In short, faith has an impact on health – there is no getting away from it! So unless this is recognised in the new development goals, we will fail to fully address the health and development needs of the poor.
We therefore advocated the following for any post-2015 health goals:
1) Recognition of the important role of personal faith, and therefore local faith communities, relevant to all post-2015 development targets, and especially in the area of health. This is applicable to all countries, rich and poor alike.
2) Adoption of a holistic approach to health and development, recognising that physical, emotional, social, environmental, and spiritual factors all play a part in individual and community health and well-being.

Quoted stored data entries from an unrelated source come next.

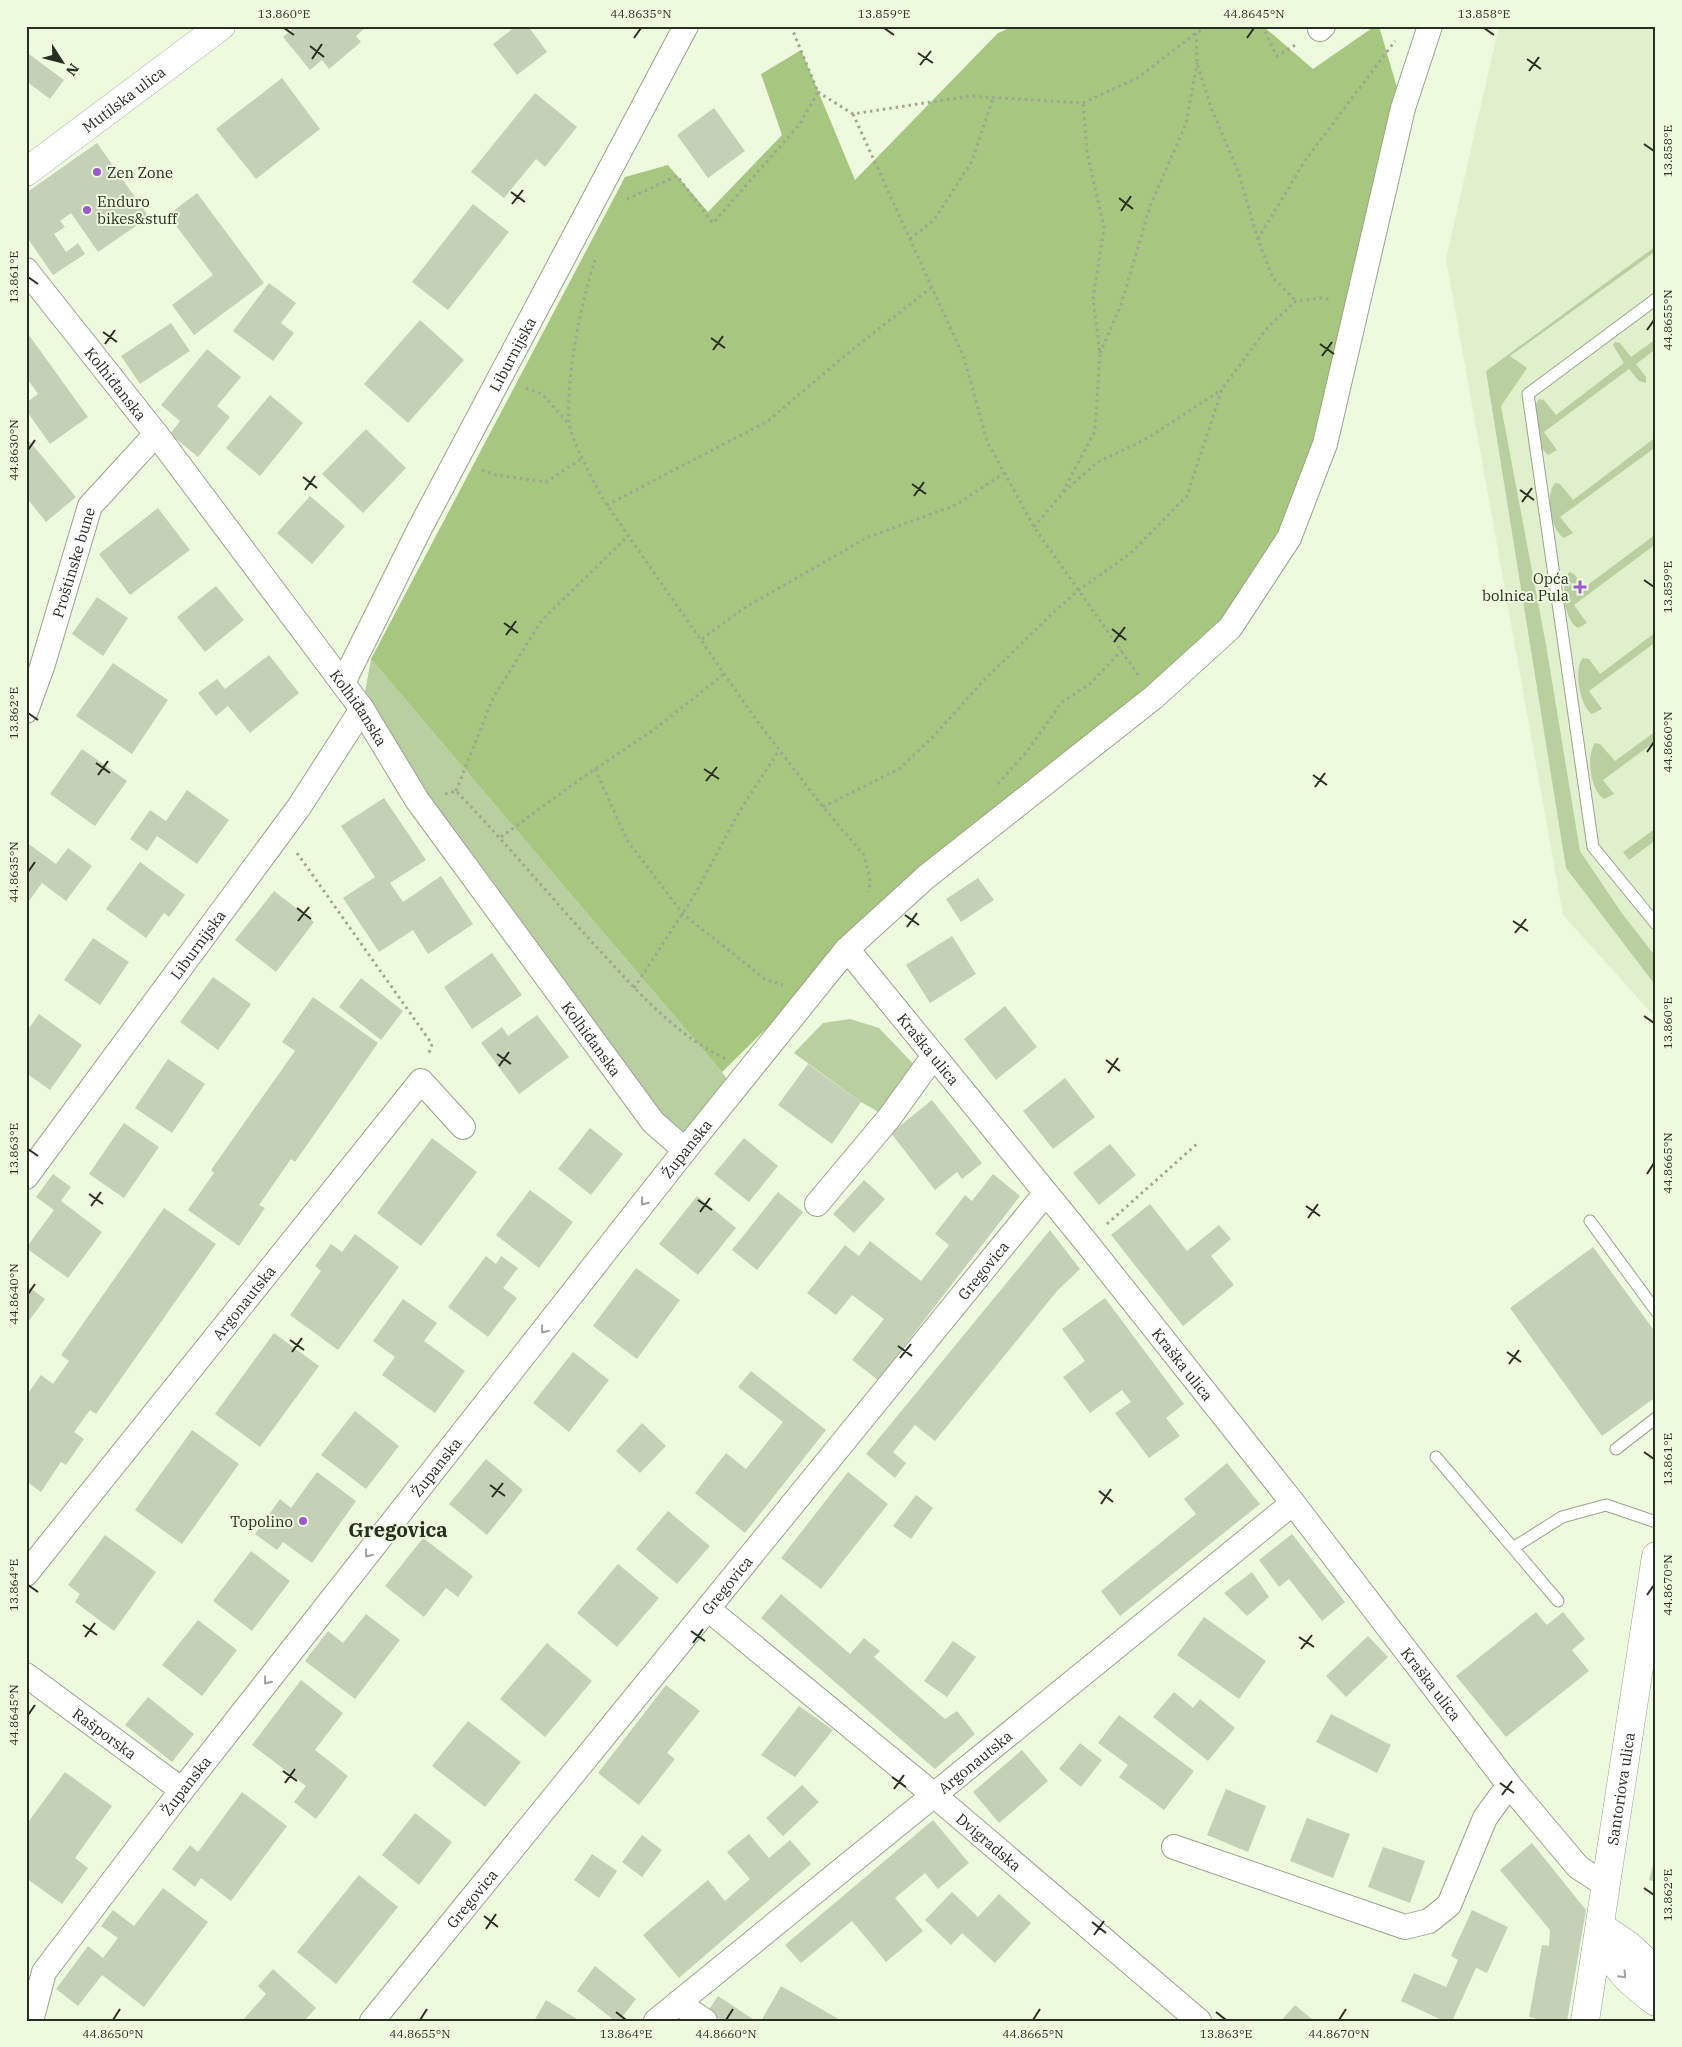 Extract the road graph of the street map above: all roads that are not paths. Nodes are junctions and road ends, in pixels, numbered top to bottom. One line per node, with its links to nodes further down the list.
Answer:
1 (221, 26): 4 (main road, Mutilska ulica)
2 (686, 26): 8 (street, Liburnijska)
3 (1428, 27): 12 (street, Županska)
4 (26, 172)
5 (26, 270): 7 (street, Kolhiđanska)
6 (1656, 299): 11 (lane)
7 (156, 434): 8 (street, Kolhiđanska); 10 (street, Proštinske bune)
8 (342, 683): 9 (street, Kolhiđanska)
9 (362, 709): 15 (street, Kolhiđanska); 16 (street, Liburnijska)
10 (26, 712)
11 (1656, 924)
12 (846, 949): 13 (street, Kraška ulica); 15 (street, Županska)
13 (933, 1057): 17 (street, Kraška ulica); 18 (street)
14 (463, 1127): 28 (street, Argonautska)
15 (685, 1150): 33 (street, Županska, one-way to 33)
16 (26, 1177)
17 (1044, 1194): 24 (street, Kraška ulica); 30 (street, Gregovica)
18 (817, 1204)
19 (1590, 1221): 20 (lane)
20 (1656, 1311)
21 (1656, 1418): 22 (lane)
22 (1616, 1449)
23 (1436, 1457): 26 (lane)
24 (1293, 1503): 32 (street, Kraška ulica); 34 (street, Argonautska)
25 (1656, 1522): 26 (lane)
26 (1513, 1548): 29 (lane)
27 (1656, 1556): 36 (main road, Santoriova ulica)
28 (26, 1574)
29 (1558, 1601)
30 (708, 1609): 34 (street, Dvigradska); 42 (street, Gregovica)
31 (26, 1676): 33 (street, Rašporska)
32 (1509, 1785): 35 (street); 36 (street, Kraška ulica)
33 (182, 1790): 41 (street, Županska)
34 (934, 1795): 40 (street, Argonautska); 45 (street, Dvigradska)
35 (1174, 1847)
36 (1607, 1886): 37 (main road, Santoriova ulica)
37 (1599, 1934): 38 (main road); 39 (main road, one-way to 39); 46 (main road, Santoriova ulica)
38 (1656, 1971)
39 (1656, 2002)
40 (678, 2003): 43 (street, Argonautska); 44 (street)
41 (31, 2021)
42 (372, 2021)
43 (656, 2021)
44 (704, 2021)
45 (1198, 2021)
46 (1586, 2021)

3) Recognition of the important role local faith communities in actively supporting good health through healthy spiritual practices, health education and promotion and health provision. There should be intentional engagement and consultation with local faith communities, ensuring their voices are heard and their contribution is maximised.
4) Recognition of the essential long term role of FBOs in healthcare education and provision, especially in the poorest and most marginalised sectors of society. International donors and national governments should be encouraged to support FBOs and promote their inclusion in developing national, regional and local health policies.
5) Require all FBOs to commit to impartial delivery of healthcare, based on medical need, and without discrimination based upon race, gender, sexual orientation, ethnicity, national origin, or religion.
6) Recognition that healthcare workers must be free to support individuals in their faith and also to share their own personal faith in appropriate ways without fear of persecution or disciplinary action.
7) Recognition that faith is an individual choice, freely made. National governments, and the international community, should strive to promote and protect individuals’ rights to practise their chosen faith and gather with others in faith communities, as well as the right of an individual to change faiths.
8) Commitment to an evidence-based approach in the provision of healthcare by FBOs and other organisations.
We wait to see if this argument carries any traction with the global community. It certainly seems to have already been recognised by those coordinating the post-2015 civil society consultation but we know that Christian church groups, hospitals and organisations will continue to provide healthcare to the sick as the Christian church has done since the first century. Regardless of the recognition of the world, we will continue to serve our Lord through serving the poor. But it never hurts to point out what we are doing and why to the wider world from time to time.